───── Data ─────

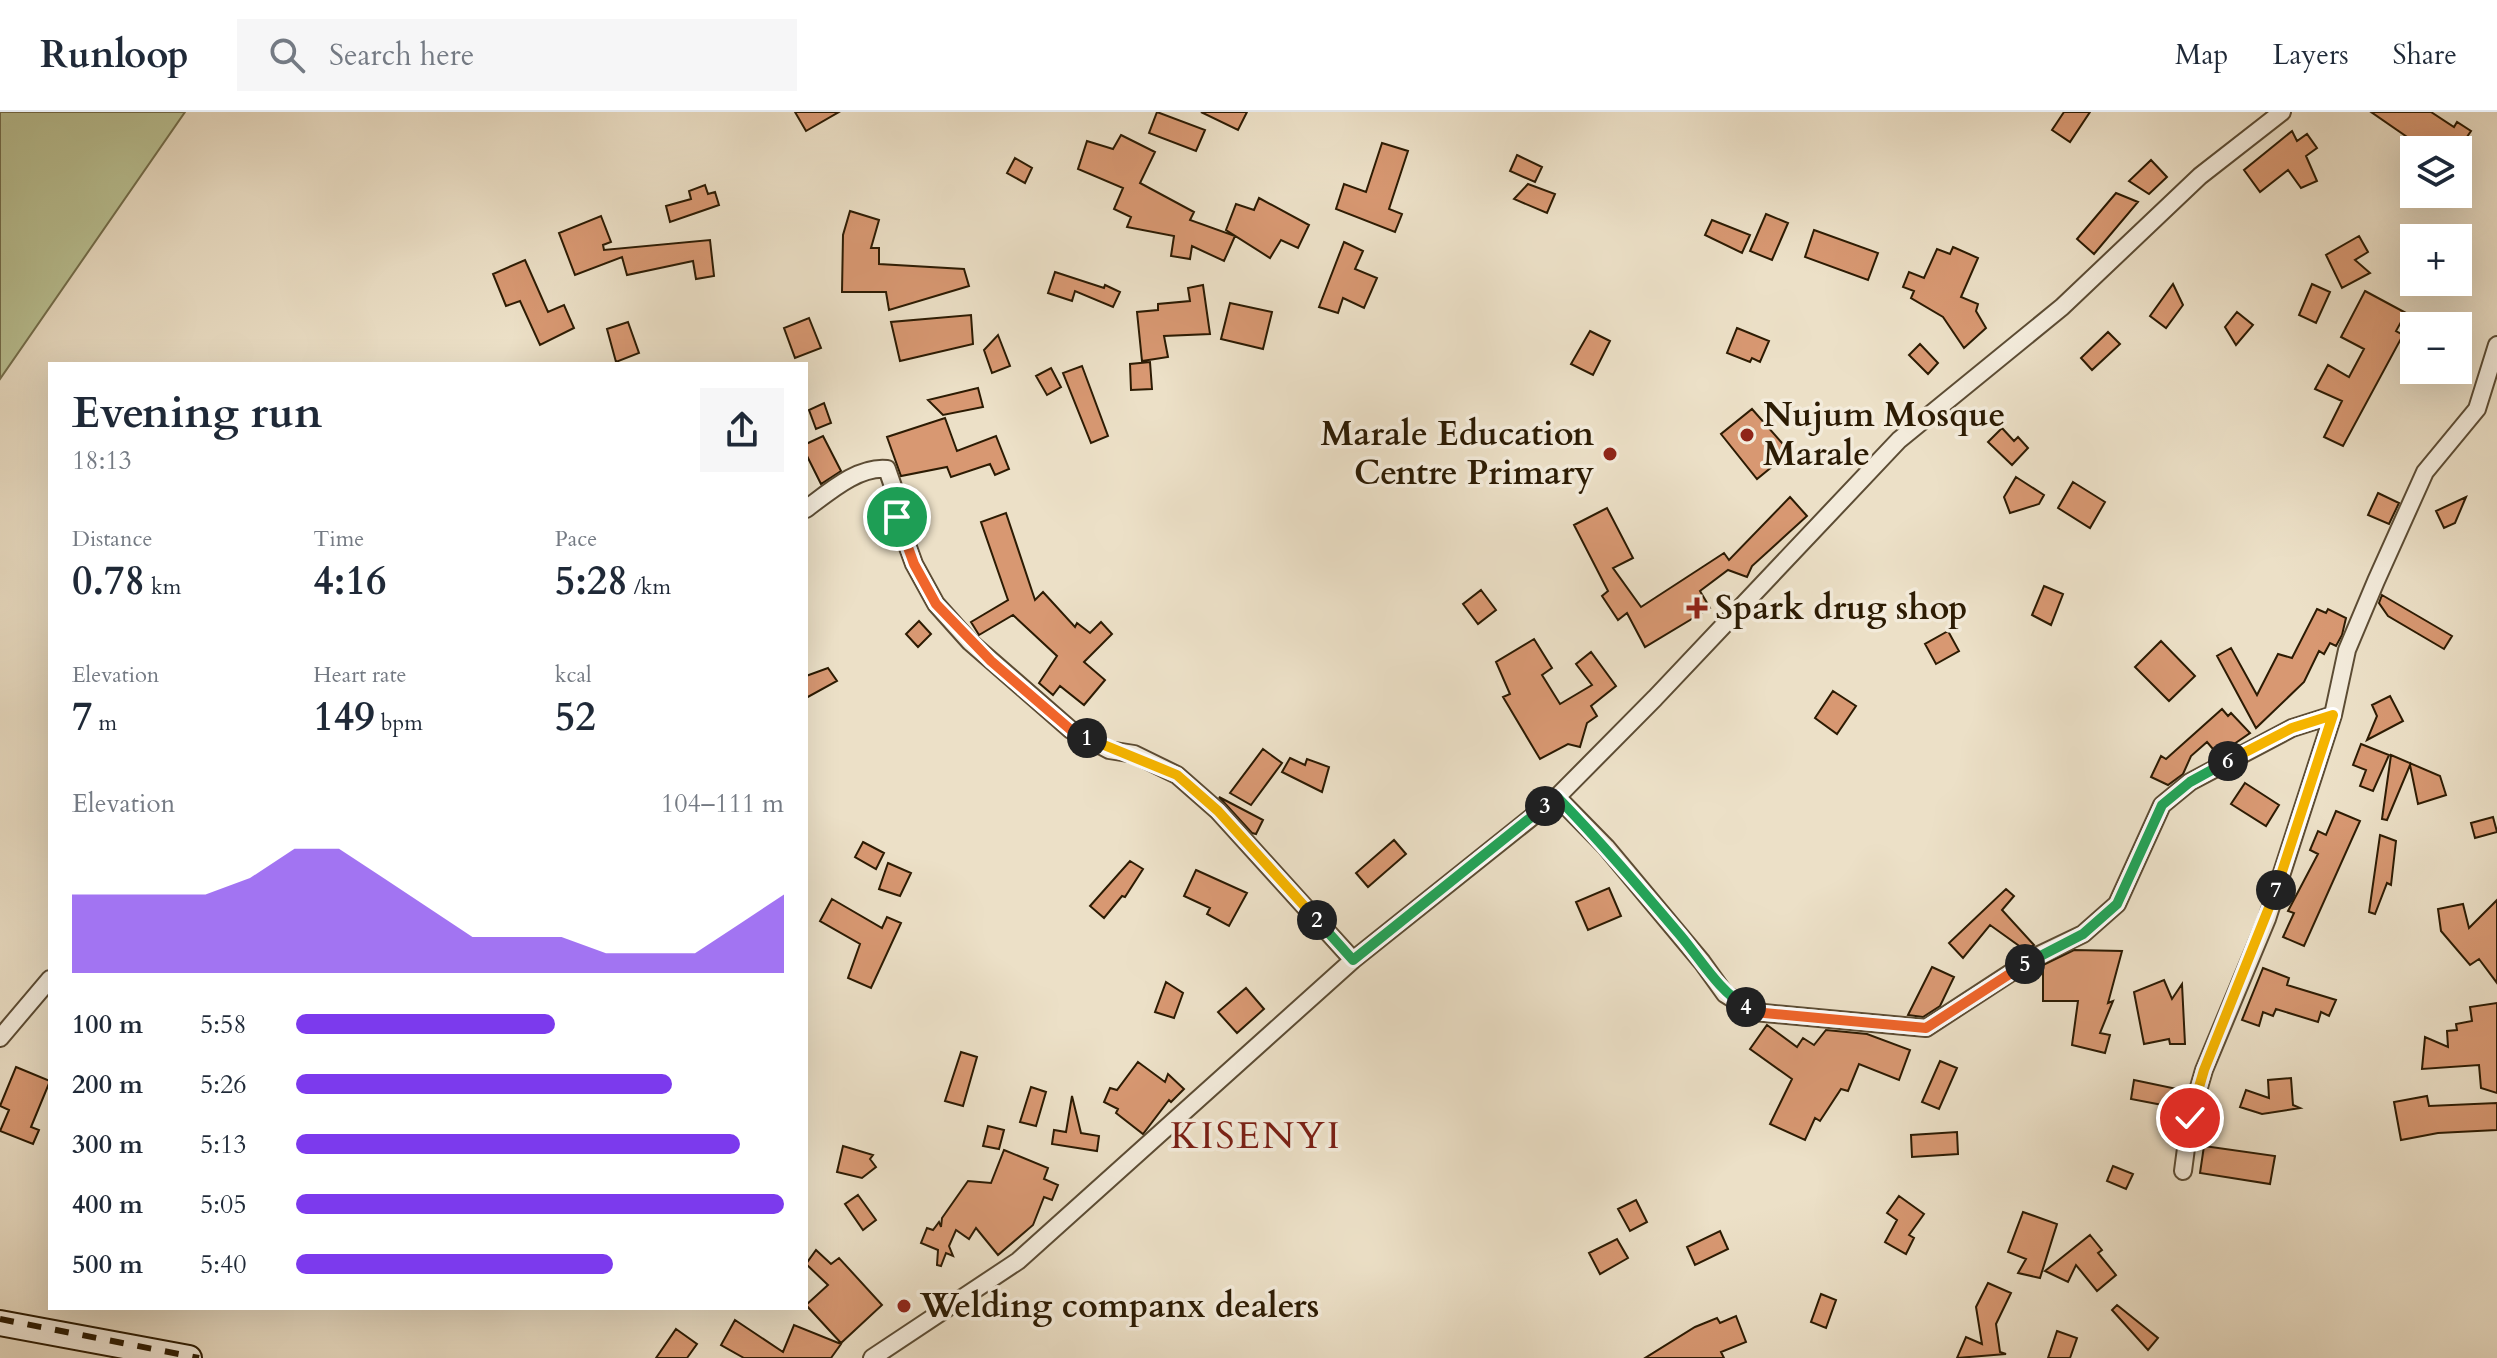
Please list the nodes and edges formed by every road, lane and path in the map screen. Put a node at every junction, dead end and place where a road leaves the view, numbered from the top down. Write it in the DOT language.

─────
───── Data ─────

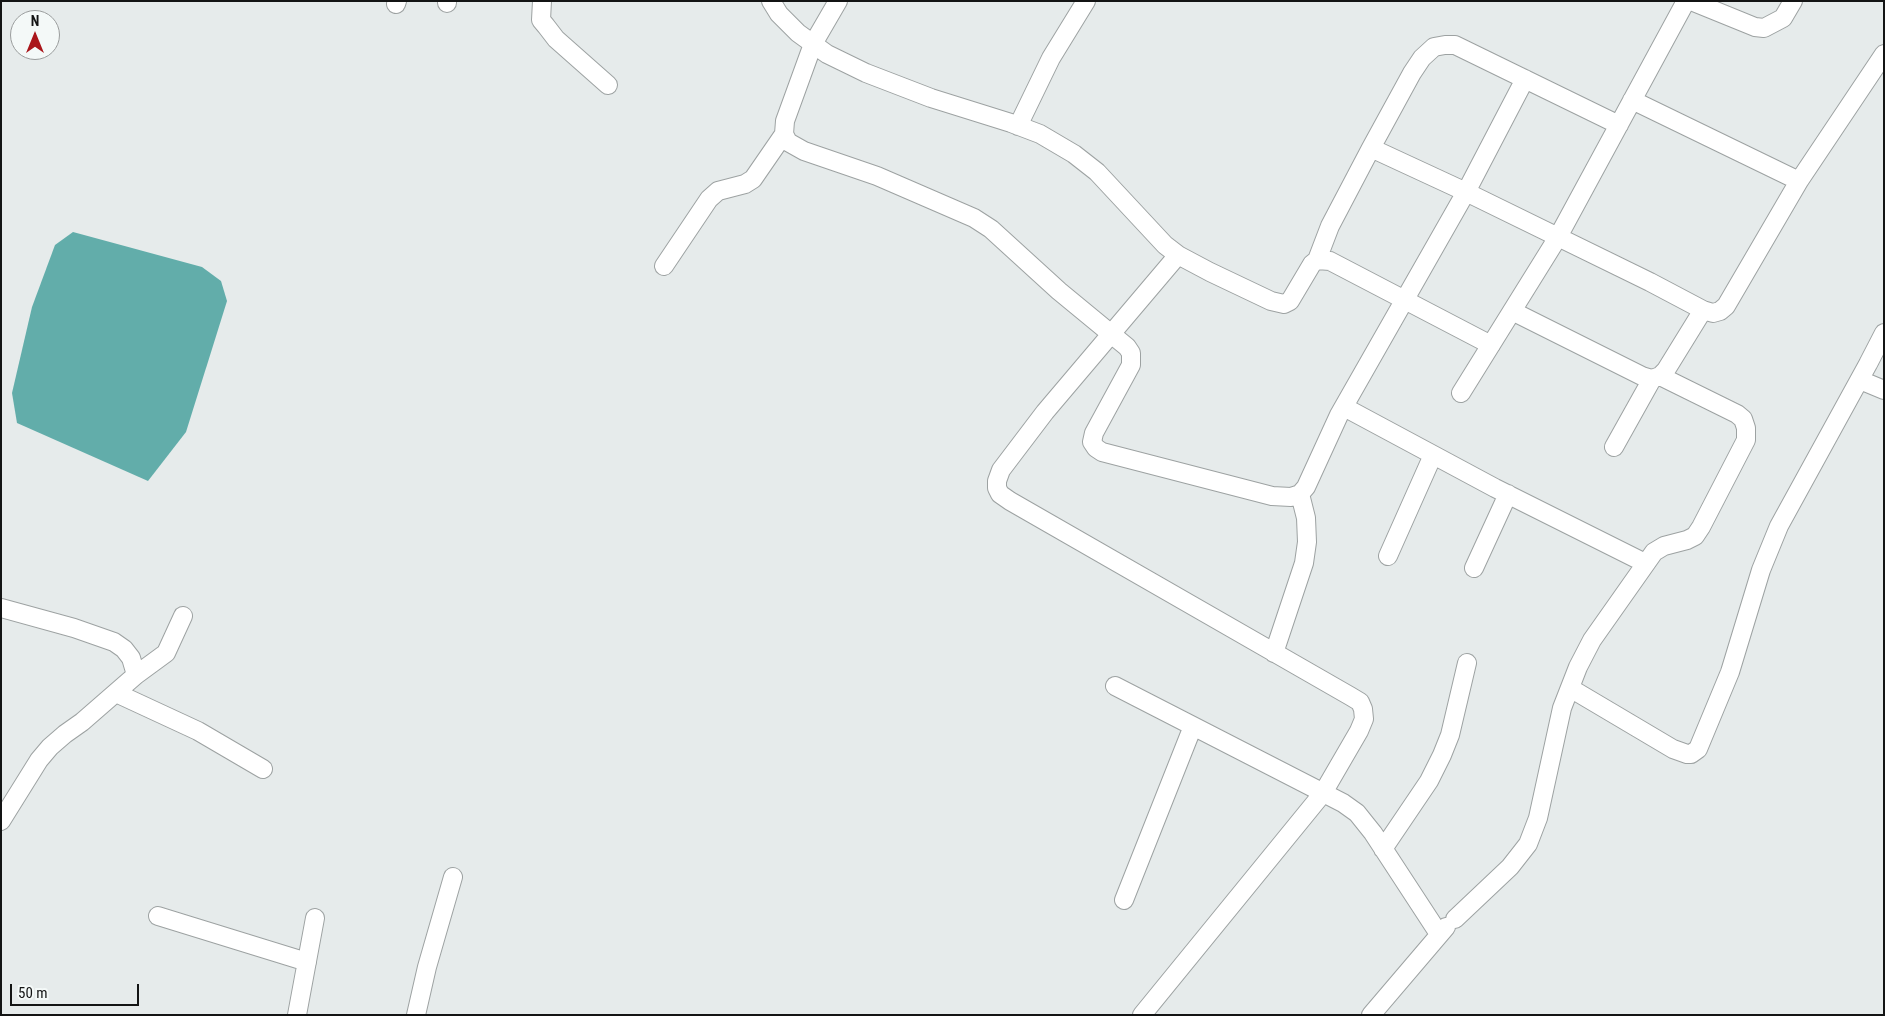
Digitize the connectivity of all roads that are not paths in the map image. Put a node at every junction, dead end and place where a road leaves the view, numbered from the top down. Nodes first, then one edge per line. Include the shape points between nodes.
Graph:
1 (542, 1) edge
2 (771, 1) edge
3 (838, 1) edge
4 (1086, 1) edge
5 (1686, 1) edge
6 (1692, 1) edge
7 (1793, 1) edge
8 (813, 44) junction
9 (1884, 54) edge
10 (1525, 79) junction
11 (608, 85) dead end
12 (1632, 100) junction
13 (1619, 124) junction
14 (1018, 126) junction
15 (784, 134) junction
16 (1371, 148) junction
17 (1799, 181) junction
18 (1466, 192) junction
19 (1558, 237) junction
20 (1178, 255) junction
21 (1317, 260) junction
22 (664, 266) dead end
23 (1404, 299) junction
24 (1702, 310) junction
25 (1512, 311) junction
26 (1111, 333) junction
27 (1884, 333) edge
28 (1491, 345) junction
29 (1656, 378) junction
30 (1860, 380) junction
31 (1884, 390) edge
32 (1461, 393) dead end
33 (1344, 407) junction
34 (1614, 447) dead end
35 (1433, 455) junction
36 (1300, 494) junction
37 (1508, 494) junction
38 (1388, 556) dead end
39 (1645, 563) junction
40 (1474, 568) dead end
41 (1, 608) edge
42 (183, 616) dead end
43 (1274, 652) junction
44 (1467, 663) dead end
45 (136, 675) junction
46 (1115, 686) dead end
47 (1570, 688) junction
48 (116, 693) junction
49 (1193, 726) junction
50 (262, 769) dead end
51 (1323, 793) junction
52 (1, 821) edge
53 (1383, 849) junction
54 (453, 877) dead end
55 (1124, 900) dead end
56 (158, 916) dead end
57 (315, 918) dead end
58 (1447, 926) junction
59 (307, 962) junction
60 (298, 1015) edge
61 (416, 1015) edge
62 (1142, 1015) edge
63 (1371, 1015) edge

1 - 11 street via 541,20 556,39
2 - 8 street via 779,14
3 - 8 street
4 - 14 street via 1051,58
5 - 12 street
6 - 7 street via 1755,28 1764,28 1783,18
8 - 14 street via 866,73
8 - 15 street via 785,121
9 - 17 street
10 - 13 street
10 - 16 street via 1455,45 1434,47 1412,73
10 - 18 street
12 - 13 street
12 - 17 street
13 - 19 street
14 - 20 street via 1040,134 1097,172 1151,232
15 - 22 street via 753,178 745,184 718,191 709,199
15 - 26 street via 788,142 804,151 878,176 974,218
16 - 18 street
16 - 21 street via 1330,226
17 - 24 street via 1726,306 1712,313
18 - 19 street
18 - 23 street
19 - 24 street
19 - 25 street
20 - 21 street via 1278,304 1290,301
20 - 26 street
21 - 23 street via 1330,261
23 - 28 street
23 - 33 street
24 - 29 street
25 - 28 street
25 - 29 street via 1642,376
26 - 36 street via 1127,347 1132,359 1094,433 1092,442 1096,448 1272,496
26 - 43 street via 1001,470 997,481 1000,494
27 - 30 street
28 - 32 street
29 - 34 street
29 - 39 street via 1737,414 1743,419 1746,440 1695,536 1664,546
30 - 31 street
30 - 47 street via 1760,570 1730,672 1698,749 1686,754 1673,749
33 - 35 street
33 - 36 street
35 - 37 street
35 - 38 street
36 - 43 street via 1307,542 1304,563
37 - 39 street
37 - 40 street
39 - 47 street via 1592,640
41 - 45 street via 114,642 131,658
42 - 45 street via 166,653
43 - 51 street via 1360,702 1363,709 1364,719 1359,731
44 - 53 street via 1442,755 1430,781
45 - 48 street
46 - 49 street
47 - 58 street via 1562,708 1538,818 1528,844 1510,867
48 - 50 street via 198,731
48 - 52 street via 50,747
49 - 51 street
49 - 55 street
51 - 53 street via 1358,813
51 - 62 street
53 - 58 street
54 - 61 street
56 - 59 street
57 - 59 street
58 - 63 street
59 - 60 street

─────

Search the data for the word "down" and copy each line where it appears.

Written answer =>
Please list the nodes and edges formed by every road, lane and path in the map screen. Put a node at every junction, dead end and place where a road leaves the view, numbered from the top down. Write it in the DOT language.
Digitize the connectivity of all roads that are not paths in the map image. Put a node at every junction, dead end and place where a road leaves the view, numbered from the top down. Nodes first, then one edge per line. Include the shape points between nodes.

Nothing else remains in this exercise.